__Data supplied__.
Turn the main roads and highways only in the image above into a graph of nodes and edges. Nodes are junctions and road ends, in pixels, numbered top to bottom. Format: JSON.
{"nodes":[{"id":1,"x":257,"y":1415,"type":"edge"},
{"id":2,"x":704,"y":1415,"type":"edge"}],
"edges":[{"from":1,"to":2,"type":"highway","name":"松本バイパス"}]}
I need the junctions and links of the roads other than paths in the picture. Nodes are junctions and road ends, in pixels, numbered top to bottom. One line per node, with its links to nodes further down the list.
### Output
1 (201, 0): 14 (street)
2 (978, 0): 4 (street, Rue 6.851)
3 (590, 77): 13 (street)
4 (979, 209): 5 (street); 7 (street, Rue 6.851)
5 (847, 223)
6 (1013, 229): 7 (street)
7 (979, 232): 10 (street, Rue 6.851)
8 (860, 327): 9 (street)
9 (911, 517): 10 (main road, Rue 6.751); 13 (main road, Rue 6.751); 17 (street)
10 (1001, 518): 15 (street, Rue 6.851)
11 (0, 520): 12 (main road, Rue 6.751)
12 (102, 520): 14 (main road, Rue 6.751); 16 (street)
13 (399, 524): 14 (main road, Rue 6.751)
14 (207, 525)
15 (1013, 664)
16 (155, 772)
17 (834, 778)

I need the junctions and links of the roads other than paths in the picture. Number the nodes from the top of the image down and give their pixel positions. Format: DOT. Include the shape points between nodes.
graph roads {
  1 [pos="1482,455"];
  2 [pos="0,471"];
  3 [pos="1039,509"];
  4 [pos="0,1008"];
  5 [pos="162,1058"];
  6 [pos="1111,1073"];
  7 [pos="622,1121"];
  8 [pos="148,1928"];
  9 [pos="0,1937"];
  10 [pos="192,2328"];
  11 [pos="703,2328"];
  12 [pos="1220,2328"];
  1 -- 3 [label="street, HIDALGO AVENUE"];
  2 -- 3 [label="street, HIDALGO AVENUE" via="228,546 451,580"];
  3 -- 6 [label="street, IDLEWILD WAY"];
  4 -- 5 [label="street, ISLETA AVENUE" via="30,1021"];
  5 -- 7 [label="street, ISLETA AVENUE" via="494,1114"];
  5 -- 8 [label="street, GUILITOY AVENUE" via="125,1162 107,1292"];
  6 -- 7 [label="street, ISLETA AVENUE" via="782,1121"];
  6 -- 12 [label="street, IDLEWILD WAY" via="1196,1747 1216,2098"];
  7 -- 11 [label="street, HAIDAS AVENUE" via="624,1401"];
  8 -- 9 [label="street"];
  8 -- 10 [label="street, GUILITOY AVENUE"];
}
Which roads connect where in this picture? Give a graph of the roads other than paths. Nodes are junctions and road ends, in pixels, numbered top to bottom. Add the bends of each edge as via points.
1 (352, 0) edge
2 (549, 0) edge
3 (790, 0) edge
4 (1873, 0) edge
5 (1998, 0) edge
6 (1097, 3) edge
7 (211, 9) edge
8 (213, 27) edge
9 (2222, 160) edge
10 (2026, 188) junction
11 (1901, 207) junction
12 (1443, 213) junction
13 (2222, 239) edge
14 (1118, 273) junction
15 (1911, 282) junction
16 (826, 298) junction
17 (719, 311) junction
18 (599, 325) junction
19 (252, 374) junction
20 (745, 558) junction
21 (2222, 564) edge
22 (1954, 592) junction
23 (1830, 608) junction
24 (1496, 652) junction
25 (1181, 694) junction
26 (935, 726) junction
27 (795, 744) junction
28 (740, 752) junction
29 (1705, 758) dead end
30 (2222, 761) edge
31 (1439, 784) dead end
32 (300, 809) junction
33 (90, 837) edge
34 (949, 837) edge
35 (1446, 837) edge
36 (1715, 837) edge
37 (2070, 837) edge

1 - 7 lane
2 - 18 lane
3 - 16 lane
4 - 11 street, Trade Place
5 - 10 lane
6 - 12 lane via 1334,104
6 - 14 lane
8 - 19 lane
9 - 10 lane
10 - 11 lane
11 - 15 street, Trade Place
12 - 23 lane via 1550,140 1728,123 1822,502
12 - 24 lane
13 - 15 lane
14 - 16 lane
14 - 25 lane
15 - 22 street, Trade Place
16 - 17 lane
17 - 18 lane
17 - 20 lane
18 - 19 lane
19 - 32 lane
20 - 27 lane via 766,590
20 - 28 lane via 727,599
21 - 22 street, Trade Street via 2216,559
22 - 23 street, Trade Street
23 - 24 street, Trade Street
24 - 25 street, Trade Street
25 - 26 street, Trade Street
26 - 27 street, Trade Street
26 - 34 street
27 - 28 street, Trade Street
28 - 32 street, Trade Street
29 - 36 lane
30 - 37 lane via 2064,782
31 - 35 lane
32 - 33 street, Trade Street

__Description of the task__.
Above are the entries; return each one exactly.

__Task response__.
Turn the main roads and highways only in the image above into a graph of nodes and edges. Nodes are junctions and road ends, in pixels, numbered top to bottom. Format: JSON.
{"nodes":[{"id":1,"x":257,"y":1415,"type":"edge"},
{"id":2,"x":704,"y":1415,"type":"edge"}],
"edges":[{"from":1,"to":2,"type":"highway","name":"松本バイパス"}]}
I need the junctions and links of the roads other than paths in the picture. Nodes are junctions and road ends, in pixels, numbered top to bottom. One line per node, with its links to nodes further down the list.
### Output
1 (201, 0): 14 (street)
2 (978, 0): 4 (street, Rue 6.851)
3 (590, 77): 13 (street)
4 (979, 209): 5 (street); 7 (street, Rue 6.851)
5 (847, 223)
6 (1013, 229): 7 (street)
7 (979, 232): 10 (street, Rue 6.851)
8 (860, 327): 9 (street)
9 (911, 517): 10 (main road, Rue 6.751); 13 (main road, Rue 6.751); 17 (street)
10 (1001, 518): 15 (street, Rue 6.851)
11 (0, 520): 12 (main road, Rue 6.751)
12 (102, 520): 14 (main road, Rue 6.751); 16 (street)
13 (399, 524): 14 (main road, Rue 6.751)
14 (207, 525)
15 (1013, 664)
16 (155, 772)
17 (834, 778)

I need the junctions and links of the roads other than paths in the picture. Number the nodes from the top of the image down and give their pixel positions. Format: DOT. Include the shape points between nodes.
graph roads {
  1 [pos="1482,455"];
  2 [pos="0,471"];
  3 [pos="1039,509"];
  4 [pos="0,1008"];
  5 [pos="162,1058"];
  6 [pos="1111,1073"];
  7 [pos="622,1121"];
  8 [pos="148,1928"];
  9 [pos="0,1937"];
  10 [pos="192,2328"];
  11 [pos="703,2328"];
  12 [pos="1220,2328"];
  1 -- 3 [label="street, HIDALGO AVENUE"];
  2 -- 3 [label="street, HIDALGO AVENUE" via="228,546 451,580"];
  3 -- 6 [label="street, IDLEWILD WAY"];
  4 -- 5 [label="street, ISLETA AVENUE" via="30,1021"];
  5 -- 7 [label="street, ISLETA AVENUE" via="494,1114"];
  5 -- 8 [label="street, GUILITOY AVENUE" via="125,1162 107,1292"];
  6 -- 7 [label="street, ISLETA AVENUE" via="782,1121"];
  6 -- 12 [label="street, IDLEWILD WAY" via="1196,1747 1216,2098"];
  7 -- 11 [label="street, HAIDAS AVENUE" via="624,1401"];
  8 -- 9 [label="street"];
  8 -- 10 [label="street, GUILITOY AVENUE"];
}
Which roads connect where in this picture? Give a graph of the roads other than paths. Nodes are junctions and road ends, in pixels, numbered top to bottom. Add the bends of each edge as via points.
1 (352, 0) edge
2 (549, 0) edge
3 (790, 0) edge
4 (1873, 0) edge
5 (1998, 0) edge
6 (1097, 3) edge
7 (211, 9) edge
8 (213, 27) edge
9 (2222, 160) edge
10 (2026, 188) junction
11 (1901, 207) junction
12 (1443, 213) junction
13 (2222, 239) edge
14 (1118, 273) junction
15 (1911, 282) junction
16 (826, 298) junction
17 (719, 311) junction
18 (599, 325) junction
19 (252, 374) junction
20 (745, 558) junction
21 (2222, 564) edge
22 (1954, 592) junction
23 (1830, 608) junction
24 (1496, 652) junction
25 (1181, 694) junction
26 (935, 726) junction
27 (795, 744) junction
28 (740, 752) junction
29 (1705, 758) dead end
30 (2222, 761) edge
31 (1439, 784) dead end
32 (300, 809) junction
33 (90, 837) edge
34 (949, 837) edge
35 (1446, 837) edge
36 (1715, 837) edge
37 (2070, 837) edge

1 - 7 lane
2 - 18 lane
3 - 16 lane
4 - 11 street, Trade Place
5 - 10 lane
6 - 12 lane via 1334,104
6 - 14 lane
8 - 19 lane
9 - 10 lane
10 - 11 lane
11 - 15 street, Trade Place
12 - 23 lane via 1550,140 1728,123 1822,502
12 - 24 lane
13 - 15 lane
14 - 16 lane
14 - 25 lane
15 - 22 street, Trade Place
16 - 17 lane
17 - 18 lane
17 - 20 lane
18 - 19 lane
19 - 32 lane
20 - 27 lane via 766,590
20 - 28 lane via 727,599
21 - 22 street, Trade Street via 2216,559
22 - 23 street, Trade Street
23 - 24 street, Trade Street
24 - 25 street, Trade Street
25 - 26 street, Trade Street
26 - 27 street, Trade Street
26 - 34 street
27 - 28 street, Trade Street
28 - 32 street, Trade Street
29 - 36 lane
30 - 37 lane via 2064,782
31 - 35 lane
32 - 33 street, Trade Street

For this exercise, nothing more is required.